Meerkats Can Thank Bacteria for Their Signature Butt Scents

Posted on Categories Discover Magazine

When Disney’s animators were creating Timon, the energetic meerkat sidekick in The Lion King, the part where he turns his anal pouch inside-out and marks his territory must have been left on the cutting room floor. Not once does Timon smear scented butt paste on a branch. But real meerkats use their anal scent glands to communicate with each other. And each animal’s distinctive scent seems to come from its personal community of bacteria.

Both male and female meerkats have anal scent glands. The glands ooze scented liquid out through pores and into a pouch. To mark their habitats with their scents, meerkats turn these pouches inside out (as in the photo above) and rub them on things.

Meerkats can learn a lot from these scent signposts, says Sarah Leclaire of CNRS in France. The scents convey information about an animal’s age, kinship, sex, health, and social status. A meerkat sniffing a marked bush could probably tell which social group the animal who marked it belonged to, Leclaire says.

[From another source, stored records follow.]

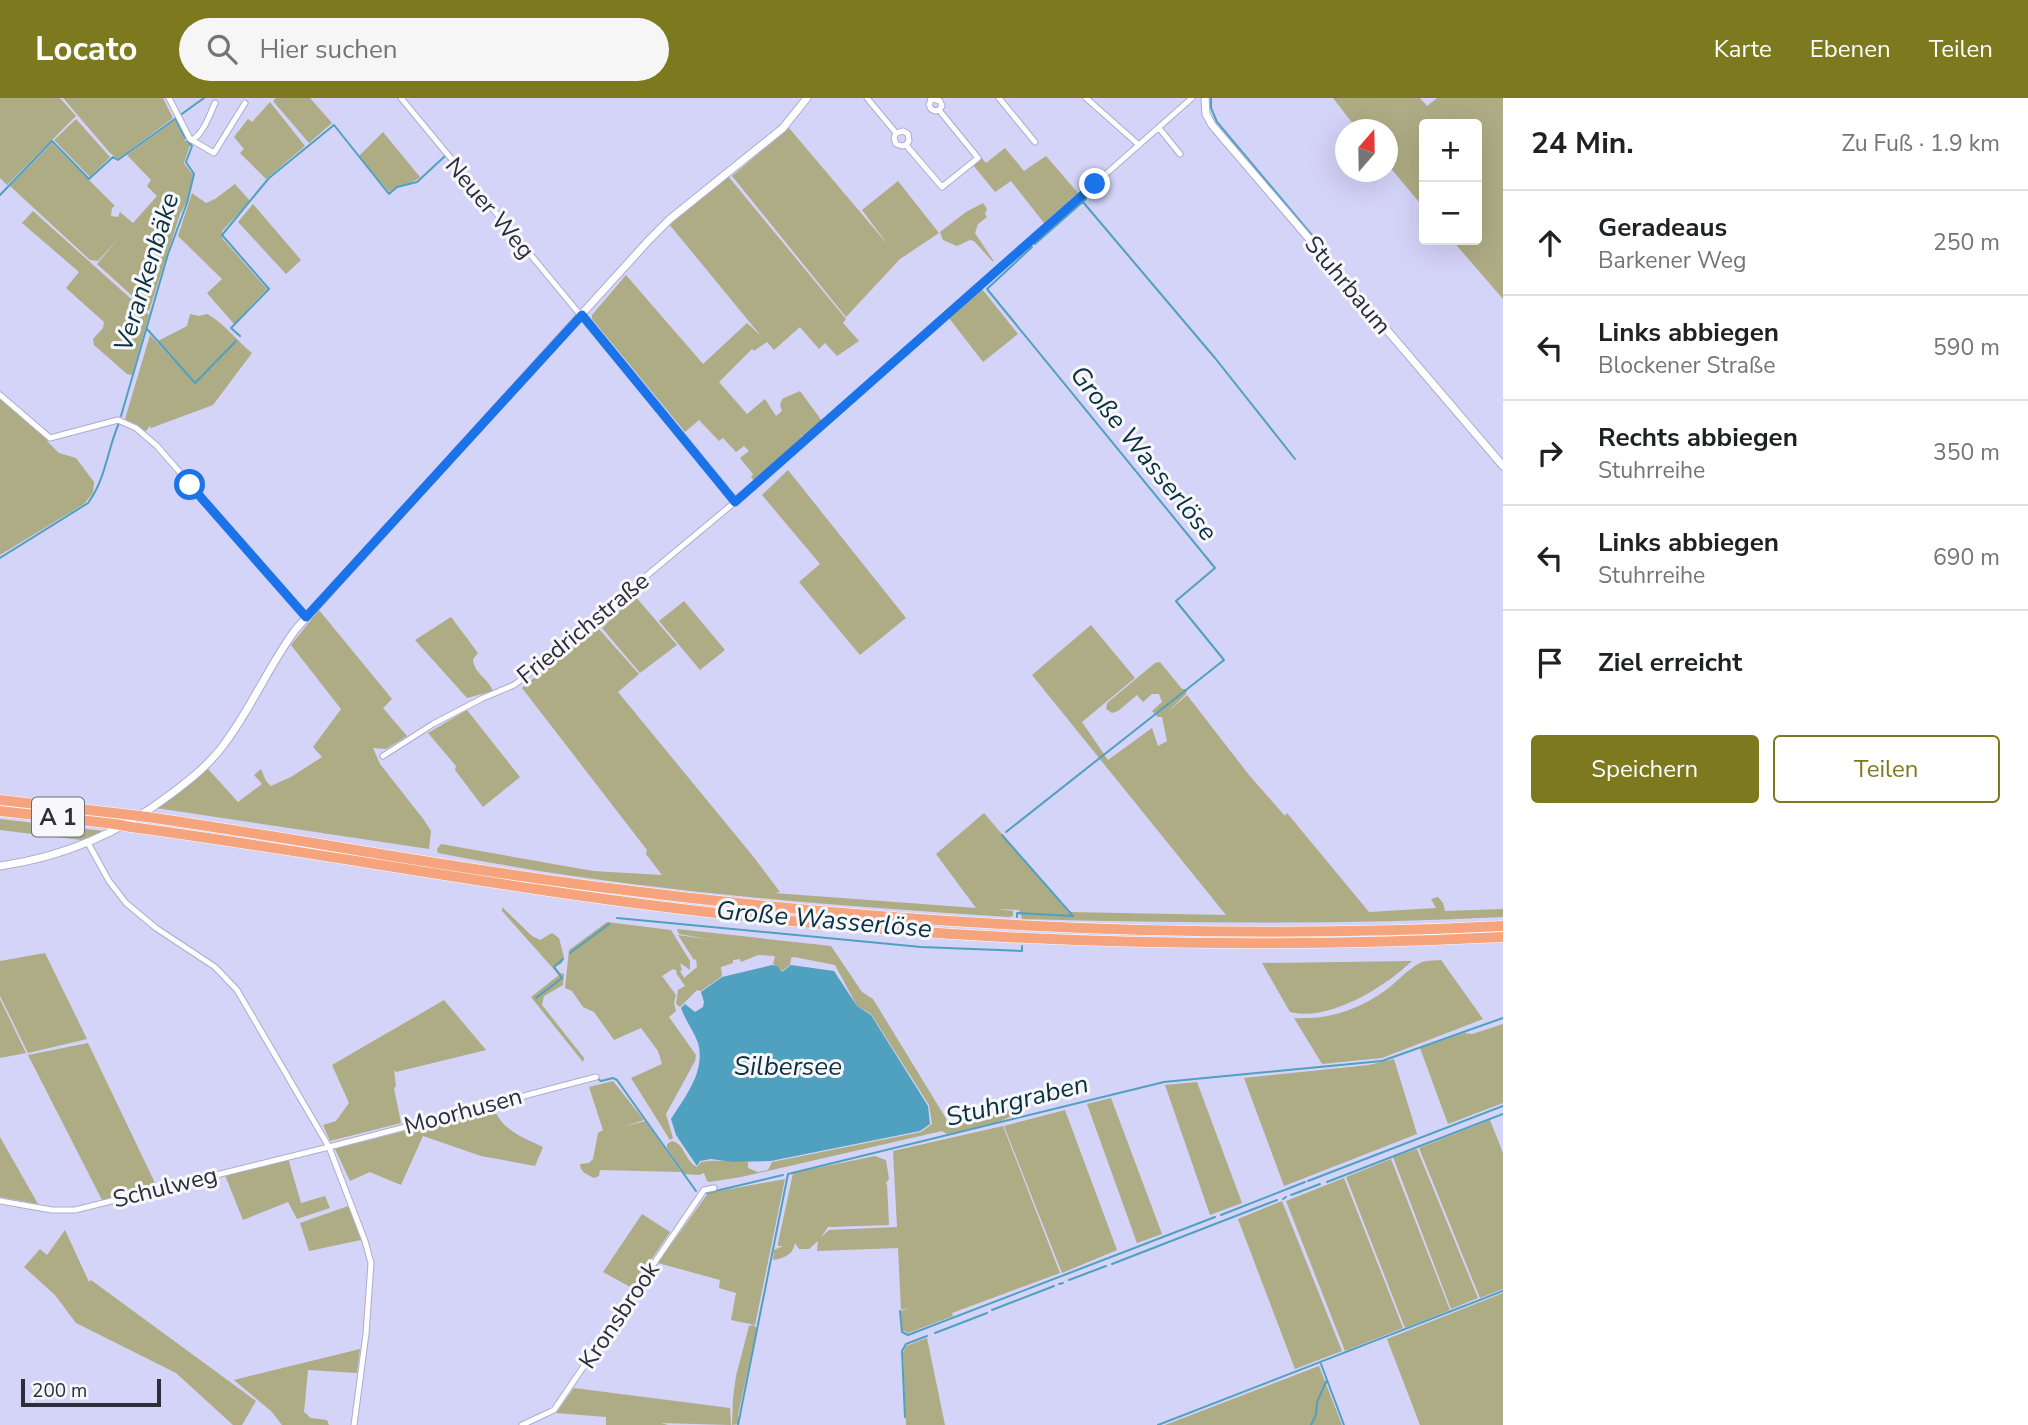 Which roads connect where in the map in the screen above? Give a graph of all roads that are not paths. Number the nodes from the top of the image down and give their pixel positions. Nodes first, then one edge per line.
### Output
1 (169, 98) edge
2 (401, 98) edge
3 (807, 98) edge
4 (867, 98) edge
5 (999, 98) edge
6 (1086, 98) edge
7 (1192, 98) edge
8 (1205, 98) edge
9 (931, 99) edge
10 (215, 103) dead end
11 (246, 103) dead end
12 (1159, 128) junction
13 (896, 133) junction
14 (192, 140) junction
15 (1035, 142) dead end
16 (906, 145) junction
17 (1139, 145) junction
18 (1180, 154) dead end
19 (582, 315) junction
20 (0, 395) edge
21 (1500, 457) edge
22 (1503, 466) edge
23 (735, 502) junction
24 (306, 617) junction
25 (383, 756) dead end
26 (0, 800) edge
27 (0, 811) edge
28 (88, 843) junction
29 (0, 866) edge
30 (1503, 926) edge
31 (1503, 937) edge
32 (596, 1077) dead end
33 (329, 1147) junction
34 (714, 1188) dead end
35 (0, 1201) edge
36 (354, 1425) edge
37 (522, 1425) edge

Previously, Leclaire and her coauthors studied bacterial DNA in meerkat scent. They found communities of bacteria in the paste squeezed straight from the scent glands, as well as in the secretions inside the anal pouch—where, the authors describe appetizingly, scent liquids mix with feces and debris from the environment, such as sand.

Now, to learn more about how these bacteria contribute to meerkat scents, the researchers took a close look at both the chemical makeup of the secretions and the bacterial DNA within them. They gathered scent samples from 37 anesthetized meerkats in a reserve in South Africa.

They first looked for volatile compounds—small molecules that can easily evaporate and be sniffed—in both the pure secretions and the pouches. Inside the pouches, where the secretions were mixed with other gunk, the researchers found more volatile molecules that bacteria had likely produced.

Focusing only on these “mixed” secretions from the pouches, the researchers then found that their chemical makeup was linked to an animal’s sex. Some volatile compounds were more common in male meerkats, and others in females.

Furthermore, they found that each group of meerkats living together had chemically similar smells. “Each individual has a specific scent,” Leclaire says. “However, members of the same group have more similar scent than members of different groups.”

The researchers used DNA sequencing to find out what types of bacteria were living in each meerkat’s anal pouch. They found that the makeup of this microbial community wasn’t random. Males and females had different bacterial communities; so did dominant versus subordinate meerkats. And the bacterial communities varied between meerkat groups, like scent molecules did. So the kinds of information meerkats can glean from each other’s smells—such as what group an individual belongs to—seem tied to bacteria that may help create those scents.

Leclaire says studies like these are becoming more common as technology to sequence DNA advances. And her team’s results fit with other recent studies of the link between microbes and scents. These studies have looked at mice, elephants, and birds called hoopoes. “All suggest that bacteria shape (in part) social scents,” Leclaire says.

In other words, while Timon may have been the sassy sidekick onscreen, real-life meerkats—and other animals—may have their own microscopic sidekicks to thank for their signature smells.